Lithang Tulku Tenzin Delek Rinpoche or Tenzing Deleg (1950–2015) was a Tibetan Buddhist leader from Garze, Sichuan. He is also known for working to develop social, medical, educational and religious institutions for Tibetan nomads in eastern Tibet, as an advocate for environmental conservation in the face of indiscriminate logging and mining projects, and as a mediator between Tibetans and Chinese.

== Personal life ==
Rinpoche was born in Lithang, Tibet.

On 7 April 2002 he was arrested during a raid on Jamyang Choekhorling in Garze, Sichuan, China, and accused of being involved in a bomb attack on 3 April 2002 on the central square of Sichuan's provincial capital, Chengdu.

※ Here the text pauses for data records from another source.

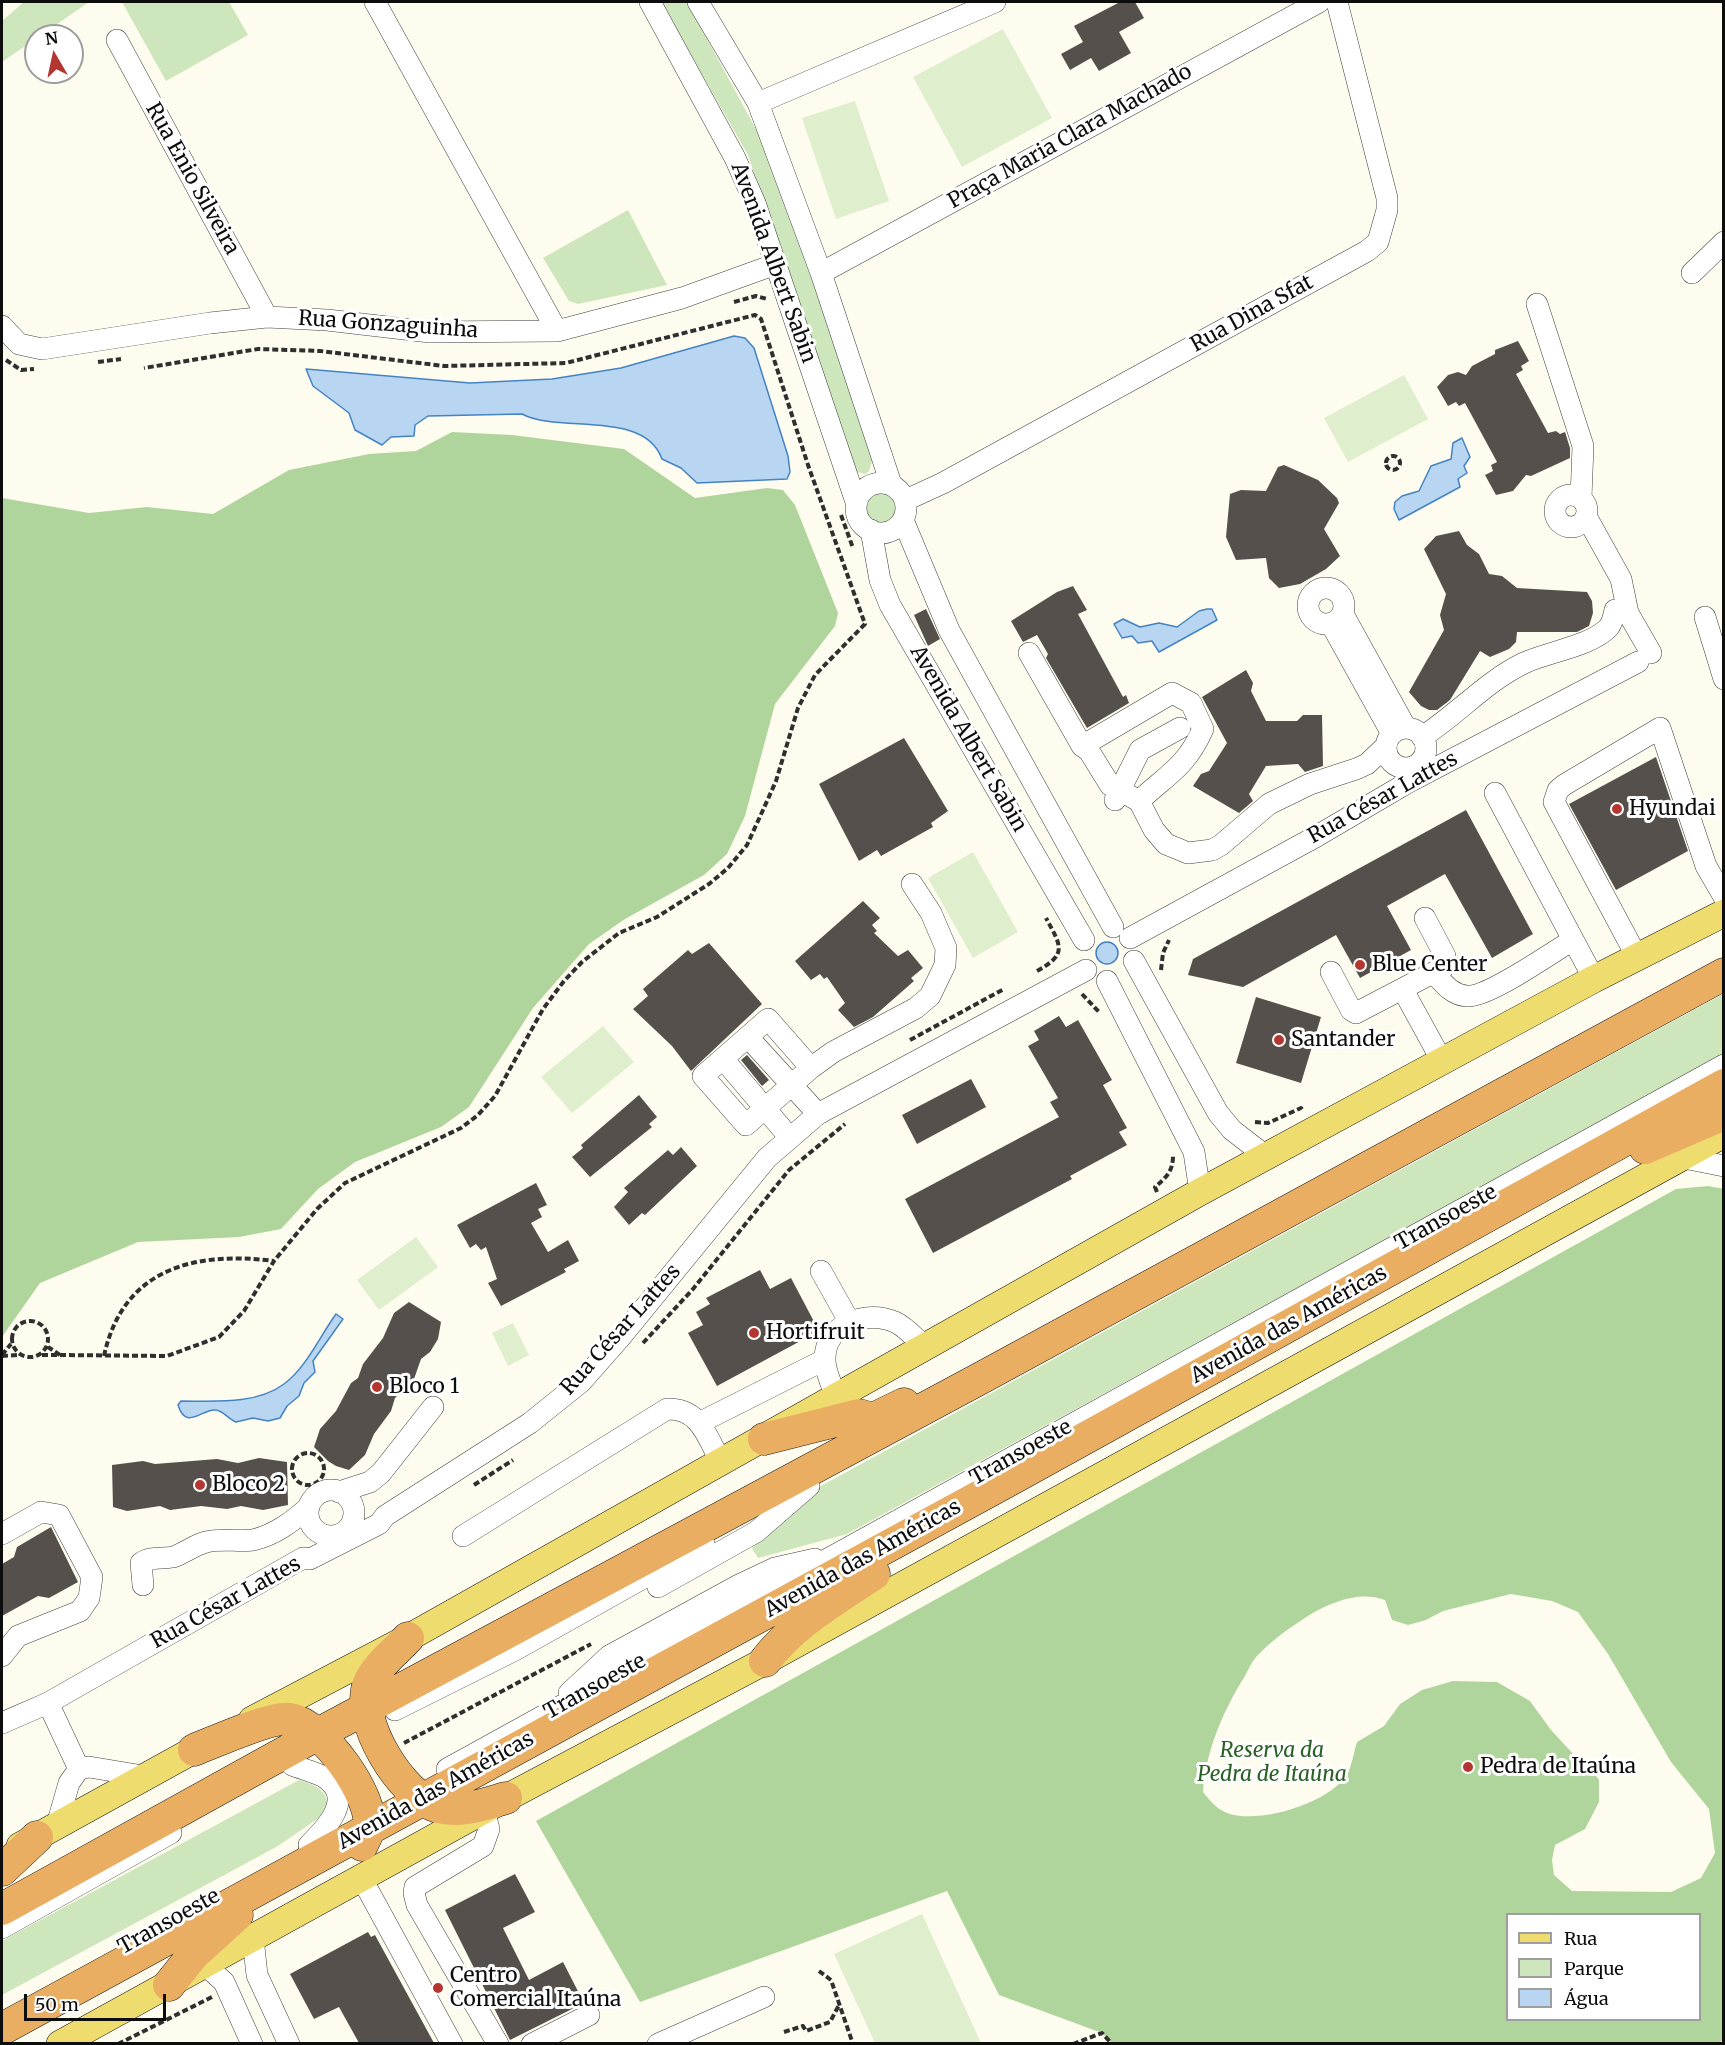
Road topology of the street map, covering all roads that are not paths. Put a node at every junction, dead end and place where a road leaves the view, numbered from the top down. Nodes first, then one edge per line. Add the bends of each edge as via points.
1 (375, 2) edge
2 (650, 2) edge
3 (698, 2) edge
4 (994, 2) edge
5 (1319, 2) edge
6 (1336, 2) edge
7 (117, 40) dead end
8 (758, 103) junction
9 (1724, 242) edge
10 (776, 264) junction
11 (821, 273) junction
12 (1692, 273) dead end
13 (1537, 304) dead end
14 (267, 317) junction
15 (2, 326) edge
16 (557, 331) junction
17 (891, 484) junction
18 (847, 503) junction
19 (904, 510) junction
20 (1580, 514) junction
21 (871, 530) junction
22 (1705, 617) dead end
23 (1620, 618) junction
24 (1337, 619) dead end
25 (1029, 653) dead end
26 (1643, 656) junction
27 (1724, 679) edge
28 (1180, 728) dead end
29 (1082, 746) junction
30 (1405, 750) junction
31 (1452, 759) junction
32 (1495, 793) dead end
33 (1117, 795) junction
34 (1139, 801) junction
35 (912, 884) dead end
36 (1724, 897) edge
37 (1724, 913) edge
38 (1425, 918) dead end
39 (1121, 932) junction
40 (1084, 940) junction
41 (1573, 940) junction
42 (1724, 956) edge
43 (1637, 957) junction
44 (1134, 961) junction
45 (1086, 970) junction
46 (1331, 972) dead end
47 (1434, 973) junction
48 (1724, 974) edge
49 (1594, 980) junction
50 (1107, 981) junction
51 (1724, 988) edge
52 (1402, 990) junction
53 (1682, 995) junction
54 (756, 1046) dead end
55 (1442, 1061) junction
56 (1724, 1065) edge
57 (730, 1067) dead end
58 (811, 1068) junction
59 (791, 1085) junction
60 (1724, 1085) edge
61 (765, 1108) junction
62 (818, 1114) junction
63 (1724, 1114) edge
64 (1724, 1134) edge
65 (790, 1138) junction
66 (1679, 1156) junction
67 (1267, 1157) junction
68 (1724, 1166) edge
69 (1575, 1167) junction
70 (1200, 1192) junction
71 (821, 1271) dead end
72 (849, 1321) junction
73 (924, 1346) junction
74 (824, 1360) junction
75 (981, 1378) junction
76 (836, 1396) junction
77 (433, 1407) dead end
78 (699, 1423) junction
79 (764, 1439) junction
80 (721, 1462) junction
81 (1004, 1482) junction
82 (339, 1492) junction
83 (309, 1508) junction
84 (354, 1516) junction
85 (385, 1516) junction
86 (320, 1533) junction
87 (2, 1534) edge
88 (463, 1536) dead end
89 (303, 1558) junction
90 (143, 1585) dead end
91 (408, 1638) junction
92 (2, 1656) edge
93 (765, 1661) junction
94 (48, 1703) junction
95 (369, 1716) junction
96 (2, 1721) edge
97 (324, 1740) junction
98 (194, 1749) junction
99 (292, 1765) junction
100 (79, 1769) junction
101 (143, 1776) junction
102 (414, 1795) junction
103 (495, 1804) junction
104 (368, 1821) junction
105 (47, 1831) junction
106 (309, 1845) junction
107 (2, 1856) edge
108 (2, 1870) edge
109 (362, 1879) junction
110 (2, 1909) edge
111 (2, 1928) edge
112 (253, 1938) junction
113 (205, 1965) junction
114 (169, 1985) junction
115 (764, 1997) dead end
116 (2, 2014) edge
117 (589, 2015) dead end
118 (2, 2029) edge
119 (60, 2043) edge
120 (252, 2043) edge
121 (289, 2043) edge
122 (452, 2043) edge
123 (498, 2043) edge
124 (532, 2043) edge
125 (658, 2043) edge

1 - 16 street
2 - 10 street, Avenida Albert Sabin via 735,158
3 - 8 street, Avenida Albert Sabin
4 - 8 street
5 - 11 street, Praça Maria Clara Machado
6 - 19 street, Rua Dina Sfat via 1384,179 1387,210 1378,242 964,472
7 - 14 street, Rua Enio Silveira
8 - 11 street, Avenida Albert Sabin
9 - 12 street
10 - 16 street, Rua Gonzaguinha via 682,298
10 - 18 street, Avenida Albert Sabin
11 - 17 street, Avenida Albert Sabin
13 - 20 street via 1583,446
14 - 15 street, Rua Gonzaguinha via 42,349 19,344
14 - 16 street, Rua Gonzaguinha via 430,332
17 - 18 street via 882,482 866,487
17 - 19 street via 902,493
18 - 21 street
19 - 21 street via 898,526 885,532
19 - 39 street, Avenida Albert Sabin via 950,630
20 - 23 street via 1611,582
20 - 26 street via 1621,579
21 - 40 street, Avenida Albert Sabin via 880,580 890,605
22 - 27 street
23 - 26 street
23 - 30 street via 1596,637 1525,663 1487,684 1451,718
24 - 30 street
25 - 29 street
26 - 31 street, Rua César Lattes
28 - 33 street via 1140,750
29 - 33 street
29 - 34 street via 1171,693 1191,703 1203,729 1192,753
30 - 31 street, Rua César Lattes
30 - 31 street
30 - 33 street via 1356,780 1325,787 1291,802 1251,830 1237,845 1200,862 1169,856 1154,846 1134,809
30 - 34 street via 1310,784 1269,804 1221,845 1202,852 1188,853 1166,844
30 - 39 street, Rua César Lattes
32 - 41 street
33 - 34 street
35 - 58 street via 931,913 946,948 945,964 930,996 916,1008
36 - 43 street via 1706,866 1660,728 1564,785 1557,790 1554,802
37 - 43 main road
38 - 47 street via 1447,961
39 - 40 street via 1096,929
39 - 44 street via 1135,953
40 - 45 street via 1081,956
41 - 47 street via 1489,991 1469,997 1451,992
41 - 49 street
42 - 53 highway via 1705,969
43 - 49 main road
44 - 50 street via 1124,975
44 - 67 street via 1218,1113 1232,1130
45 - 50 street
45 - 62 street, Rua César Lattes
46 - 52 street via 1353,1012
47 - 52 street
48 - 53 highway
49 - 55 main road
50 - 70 street via 1194,1152
51 - 95 street via 808,1486 756,1532 583,1628 515,1650
52 - 55 street
53 - 75 highway
54 - 59 street
55 - 67 main road
56 - 102 street, Transoeste via 840,1553 775,1568 609,1656 552,1710
57 - 61 street
58 - 59 street
58 - 61 street via 768,1019 703,1076 746,1125
59 - 61 street
59 - 62 street
60 - 69 highway, Avenida das Américas
61 - 65 street
62 - 65 street, Rua César Lattes
63 - 69 highway via 1619,1160
64 - 66 main road, Avenida das Américas
65 - 85 street, Rua César Lattes via 767,1158 581,1382 530,1423
66 - 68 street
66 - 93 main road, Avenida das Américas
67 - 70 main road
69 - 81 highway, Avenida das Américas
70 - 73 main road
71 - 72 street
72 - 73 street via 879,1318 896,1323
72 - 74 street via 833,1337
73 - 76 main road
74 - 76 street
74 - 78 street
75 - 79 highway via 935,1388 873,1419 859,1415
75 - 95 highway
76 - 79 main road
77 - 82 street via 381,1473 370,1482
78 - 80 street
78 - 88 street via 681,1408 667,1409
79 - 80 main road
80 - 91 main road
81 - 93 highway via 973,1512 802,1622
81 - 102 highway, Avenida das Américas
82 - 83 street via 317,1495
82 - 84 street via 351,1501
83 - 86 street via 310,1522
83 - 90 street via 288,1525 261,1537 208,1541 186,1553 146,1559 141,1563
84 - 85 street
84 - 86 street via 341,1534
85 - 89 street, Rua César Lattes via 379,1524 310,1559
86 - 89 street
87 - 92 street via 41,1512 59,1515 92,1577 89,1598 80,1611 18,1636
89 - 94 street, Rua César Lattes
91 - 95 highway via 373,1676 368,1686
91 - 98 main road
93 - 103 main road, Avenida das Américas
94 - 96 street, Rua César Lattes
94 - 100 street
95 - 97 highway
95 - 102 highway via 394,1772
97 - 98 highway via 304,1724 288,1718
97 - 99 street
97 - 104 highway via 352,1778
97 - 110 highway
98 - 101 main road
99 - 106 street via 321,1775 336,1794 333,1820
99 - 111 street
100 - 101 street
100 - 105 street
101 - 105 main road
102 - 103 highway via 452,1809
102 - 104 highway, Avenida das Américas
103 - 109 main road, Avenida das Américas
103 - 123 street via 483,1846 423,1881 414,1893 417,1905
104 - 106 street, Transoeste
104 - 114 highway via 361,1846 236,1916 193,1955
104 - 118 highway, Avenida das Américas
105 - 107 main road
105 - 108 highway
106 - 116 street, Transoeste
109 - 112 main road, Avenida das Américas
109 - 122 street
112 - 113 main road, Avenida das Américas
112 - 121 street via 257,1975
113 - 114 main road, Avenida das Américas
113 - 120 street via 228,1989
114 - 119 main road, Avenida das Américas
115 - 125 street
117 - 124 street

He was convicted for alleged involvement in a series of unsolved bombings in his region by the Chinese authorities and sentenced to death in December 2002 along with Lobsang Dhondup, a 28-year-old assistant of his. Lobsang was executed almost immediately in late January 2003, marking the first execution of a Tibetan for political crimes in 20 years. Tenzin Delek's trial began on 29 November 2002 before the Local Court in Garze and was sentenced to death with a two-year execution adjournment. Overseas human rights groups and United Nations human rights experts protested that the case against him was seriously flawed, that he did not receive a fair trial, and was mistreated in detention.

His sentence was commuted to life imprisonment on 26 January 2005. Many overseas advocates of Tenzin Delek Rinpoche continued to fight for a retrial.

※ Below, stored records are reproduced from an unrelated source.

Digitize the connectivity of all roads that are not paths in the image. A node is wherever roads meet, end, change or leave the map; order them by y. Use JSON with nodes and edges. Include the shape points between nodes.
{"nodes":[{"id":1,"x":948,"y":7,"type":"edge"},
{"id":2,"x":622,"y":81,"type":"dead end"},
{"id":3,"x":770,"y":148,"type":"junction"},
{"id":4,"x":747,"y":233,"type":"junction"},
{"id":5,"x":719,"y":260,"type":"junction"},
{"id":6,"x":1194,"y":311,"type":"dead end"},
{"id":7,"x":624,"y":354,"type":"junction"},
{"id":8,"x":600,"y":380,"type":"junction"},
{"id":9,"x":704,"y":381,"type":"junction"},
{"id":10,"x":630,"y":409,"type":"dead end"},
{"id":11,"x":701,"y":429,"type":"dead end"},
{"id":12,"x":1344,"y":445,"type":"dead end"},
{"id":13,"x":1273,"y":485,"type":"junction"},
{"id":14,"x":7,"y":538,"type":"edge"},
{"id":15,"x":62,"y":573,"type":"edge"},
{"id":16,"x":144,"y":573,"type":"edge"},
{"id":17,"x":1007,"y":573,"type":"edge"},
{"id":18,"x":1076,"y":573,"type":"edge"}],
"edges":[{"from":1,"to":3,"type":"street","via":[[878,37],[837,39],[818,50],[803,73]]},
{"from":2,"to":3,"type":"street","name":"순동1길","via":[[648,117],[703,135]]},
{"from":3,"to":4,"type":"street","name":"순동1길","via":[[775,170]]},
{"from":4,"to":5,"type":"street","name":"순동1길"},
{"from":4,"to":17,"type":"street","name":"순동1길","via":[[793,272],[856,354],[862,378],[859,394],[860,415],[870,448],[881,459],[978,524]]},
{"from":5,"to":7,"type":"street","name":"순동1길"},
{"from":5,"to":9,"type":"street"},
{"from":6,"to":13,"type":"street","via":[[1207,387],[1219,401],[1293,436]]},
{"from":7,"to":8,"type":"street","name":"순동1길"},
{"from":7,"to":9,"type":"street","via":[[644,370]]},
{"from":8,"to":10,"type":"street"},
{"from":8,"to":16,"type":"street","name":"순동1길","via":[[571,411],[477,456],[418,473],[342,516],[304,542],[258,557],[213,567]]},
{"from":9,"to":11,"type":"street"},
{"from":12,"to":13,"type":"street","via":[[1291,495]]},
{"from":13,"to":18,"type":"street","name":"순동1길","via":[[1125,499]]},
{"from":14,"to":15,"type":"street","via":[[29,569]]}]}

In November 2009, 40,000 Tibetans in Tenzin Delek Rinpoche's home area signed a petition asking for a re-trial. They staged a hunger strike at the county seat of Lithang for a few days, which led to the temporary arrest of about 70 Tibetans.

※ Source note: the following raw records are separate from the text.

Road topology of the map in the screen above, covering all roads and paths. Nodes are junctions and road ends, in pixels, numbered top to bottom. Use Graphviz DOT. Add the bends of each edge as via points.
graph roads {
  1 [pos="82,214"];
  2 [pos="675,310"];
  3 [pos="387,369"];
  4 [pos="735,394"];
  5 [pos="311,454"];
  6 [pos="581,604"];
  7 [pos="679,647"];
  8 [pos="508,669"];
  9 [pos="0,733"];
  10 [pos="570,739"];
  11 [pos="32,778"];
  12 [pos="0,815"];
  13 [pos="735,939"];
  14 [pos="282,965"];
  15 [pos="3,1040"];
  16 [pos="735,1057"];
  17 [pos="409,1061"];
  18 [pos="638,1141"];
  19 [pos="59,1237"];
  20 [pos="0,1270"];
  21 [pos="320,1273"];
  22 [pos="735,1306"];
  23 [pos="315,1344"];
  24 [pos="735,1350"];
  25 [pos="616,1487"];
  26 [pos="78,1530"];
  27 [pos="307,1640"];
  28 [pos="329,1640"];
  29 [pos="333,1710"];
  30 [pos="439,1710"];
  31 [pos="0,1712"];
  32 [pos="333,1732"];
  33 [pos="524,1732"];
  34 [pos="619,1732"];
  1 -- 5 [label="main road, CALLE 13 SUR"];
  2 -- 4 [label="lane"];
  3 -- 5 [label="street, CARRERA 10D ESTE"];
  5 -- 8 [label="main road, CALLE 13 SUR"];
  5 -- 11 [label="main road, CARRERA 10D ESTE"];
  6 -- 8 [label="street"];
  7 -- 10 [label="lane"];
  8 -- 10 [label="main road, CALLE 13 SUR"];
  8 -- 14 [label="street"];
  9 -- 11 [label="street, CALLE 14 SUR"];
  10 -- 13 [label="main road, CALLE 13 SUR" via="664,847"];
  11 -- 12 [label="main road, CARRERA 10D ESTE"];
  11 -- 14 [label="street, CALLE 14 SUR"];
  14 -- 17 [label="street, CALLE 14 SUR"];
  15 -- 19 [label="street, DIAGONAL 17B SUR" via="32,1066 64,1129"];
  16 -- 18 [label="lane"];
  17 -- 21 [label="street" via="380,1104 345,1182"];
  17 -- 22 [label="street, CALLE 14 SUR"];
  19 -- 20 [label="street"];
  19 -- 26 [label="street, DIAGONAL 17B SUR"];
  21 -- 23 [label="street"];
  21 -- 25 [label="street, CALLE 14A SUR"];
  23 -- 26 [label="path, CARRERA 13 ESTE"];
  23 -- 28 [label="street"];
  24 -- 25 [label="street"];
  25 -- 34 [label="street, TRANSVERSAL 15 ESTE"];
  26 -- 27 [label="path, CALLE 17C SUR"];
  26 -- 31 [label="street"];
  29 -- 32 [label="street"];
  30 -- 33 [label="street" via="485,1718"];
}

He died on 12 July 2015 in Chengdu, China, at the age of 65. Prior to his death Tibetans and rights groups had called for his release on medical parole. His death was followed by calls for the release of his body in order to determine the cause of death and carry out traditional funeral rites; one protest was met by China's security forces opening fire, injuring several Tibetans. Chinese authorities cremated the body without an autopsy.

== Statement by Tenzin Delek ==
"Since I am a Tibetan, I have always been sincere and devoted to the interests and well-being of Tibetan people. That is the real reason why the Chinese do not like me and framed me. That is why they are going to take my precious life even though I am innocent."